Exercise directions:
Keeping every word in place, write out the entries that come next.

(Collected data entries)

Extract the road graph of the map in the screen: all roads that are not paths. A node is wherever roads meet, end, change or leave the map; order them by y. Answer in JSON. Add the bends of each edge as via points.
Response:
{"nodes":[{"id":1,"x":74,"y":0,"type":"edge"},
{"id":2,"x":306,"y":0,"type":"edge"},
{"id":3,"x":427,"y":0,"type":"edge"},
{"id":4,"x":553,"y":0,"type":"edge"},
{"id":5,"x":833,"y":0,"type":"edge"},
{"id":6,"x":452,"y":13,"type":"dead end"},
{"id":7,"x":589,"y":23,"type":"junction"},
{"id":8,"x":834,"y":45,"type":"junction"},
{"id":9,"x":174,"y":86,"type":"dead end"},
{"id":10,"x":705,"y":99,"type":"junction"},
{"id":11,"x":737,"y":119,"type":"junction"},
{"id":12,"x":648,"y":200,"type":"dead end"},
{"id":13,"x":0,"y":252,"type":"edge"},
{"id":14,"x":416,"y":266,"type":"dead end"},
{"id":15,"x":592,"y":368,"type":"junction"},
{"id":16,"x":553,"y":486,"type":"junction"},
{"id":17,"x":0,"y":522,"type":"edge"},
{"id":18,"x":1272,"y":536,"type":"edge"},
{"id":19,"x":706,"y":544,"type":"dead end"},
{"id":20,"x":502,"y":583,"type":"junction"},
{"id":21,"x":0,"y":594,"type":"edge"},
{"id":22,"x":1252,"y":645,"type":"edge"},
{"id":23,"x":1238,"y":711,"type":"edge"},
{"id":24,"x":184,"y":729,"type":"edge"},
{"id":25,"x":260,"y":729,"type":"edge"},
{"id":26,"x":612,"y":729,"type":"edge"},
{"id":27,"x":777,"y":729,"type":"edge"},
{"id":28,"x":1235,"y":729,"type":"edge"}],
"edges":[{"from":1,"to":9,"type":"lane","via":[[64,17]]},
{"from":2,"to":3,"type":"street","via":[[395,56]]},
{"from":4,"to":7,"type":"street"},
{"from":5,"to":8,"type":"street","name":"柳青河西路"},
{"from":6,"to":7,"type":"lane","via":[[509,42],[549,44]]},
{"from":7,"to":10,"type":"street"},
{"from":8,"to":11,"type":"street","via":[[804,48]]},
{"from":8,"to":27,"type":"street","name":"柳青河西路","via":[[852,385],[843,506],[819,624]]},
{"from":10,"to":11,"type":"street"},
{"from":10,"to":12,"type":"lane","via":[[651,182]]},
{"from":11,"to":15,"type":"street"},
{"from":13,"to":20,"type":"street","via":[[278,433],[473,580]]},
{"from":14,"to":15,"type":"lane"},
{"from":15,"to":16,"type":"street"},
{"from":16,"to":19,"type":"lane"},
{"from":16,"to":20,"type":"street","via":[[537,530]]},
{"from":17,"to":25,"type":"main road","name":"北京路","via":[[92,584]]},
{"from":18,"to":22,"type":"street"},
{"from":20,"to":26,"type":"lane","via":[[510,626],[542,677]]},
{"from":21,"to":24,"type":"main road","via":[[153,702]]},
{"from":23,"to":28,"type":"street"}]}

Result of this task:
Extract the road graph of the map in the screen: all roads that are not paths. A node is wherever roads meet, end, change or leave the map; order them by y. Answer in JSON. Add the bends of each edge as via points.
Response:
{"nodes":[{"id":1,"x":74,"y":0,"type":"edge"},
{"id":2,"x":306,"y":0,"type":"edge"},
{"id":3,"x":427,"y":0,"type":"edge"},
{"id":4,"x":553,"y":0,"type":"edge"},
{"id":5,"x":833,"y":0,"type":"edge"},
{"id":6,"x":452,"y":13,"type":"dead end"},
{"id":7,"x":589,"y":23,"type":"junction"},
{"id":8,"x":834,"y":45,"type":"junction"},
{"id":9,"x":174,"y":86,"type":"dead end"},
{"id":10,"x":705,"y":99,"type":"junction"},
{"id":11,"x":737,"y":119,"type":"junction"},
{"id":12,"x":648,"y":200,"type":"dead end"},
{"id":13,"x":0,"y":252,"type":"edge"},
{"id":14,"x":416,"y":266,"type":"dead end"},
{"id":15,"x":592,"y":368,"type":"junction"},
{"id":16,"x":553,"y":486,"type":"junction"},
{"id":17,"x":0,"y":522,"type":"edge"},
{"id":18,"x":1272,"y":536,"type":"edge"},
{"id":19,"x":706,"y":544,"type":"dead end"},
{"id":20,"x":502,"y":583,"type":"junction"},
{"id":21,"x":0,"y":594,"type":"edge"},
{"id":22,"x":1252,"y":645,"type":"edge"},
{"id":23,"x":1238,"y":711,"type":"edge"},
{"id":24,"x":184,"y":729,"type":"edge"},
{"id":25,"x":260,"y":729,"type":"edge"},
{"id":26,"x":612,"y":729,"type":"edge"},
{"id":27,"x":777,"y":729,"type":"edge"},
{"id":28,"x":1235,"y":729,"type":"edge"}],
"edges":[{"from":1,"to":9,"type":"lane","via":[[64,17]]},
{"from":2,"to":3,"type":"street","via":[[395,56]]},
{"from":4,"to":7,"type":"street"},
{"from":5,"to":8,"type":"street","name":"柳青河西路"},
{"from":6,"to":7,"type":"lane","via":[[509,42],[549,44]]},
{"from":7,"to":10,"type":"street"},
{"from":8,"to":11,"type":"street","via":[[804,48]]},
{"from":8,"to":27,"type":"street","name":"柳青河西路","via":[[852,385],[843,506],[819,624]]},
{"from":10,"to":11,"type":"street"},
{"from":10,"to":12,"type":"lane","via":[[651,182]]},
{"from":11,"to":15,"type":"street"},
{"from":13,"to":20,"type":"street","via":[[278,433],[473,580]]},
{"from":14,"to":15,"type":"lane"},
{"from":15,"to":16,"type":"street"},
{"from":16,"to":19,"type":"lane"},
{"from":16,"to":20,"type":"street","via":[[537,530]]},
{"from":17,"to":25,"type":"main road","name":"北京路","via":[[92,584]]},
{"from":18,"to":22,"type":"street"},
{"from":20,"to":26,"type":"lane","via":[[510,626],[542,677]]},
{"from":21,"to":24,"type":"main road","via":[[153,702]]},
{"from":23,"to":28,"type":"street"}]}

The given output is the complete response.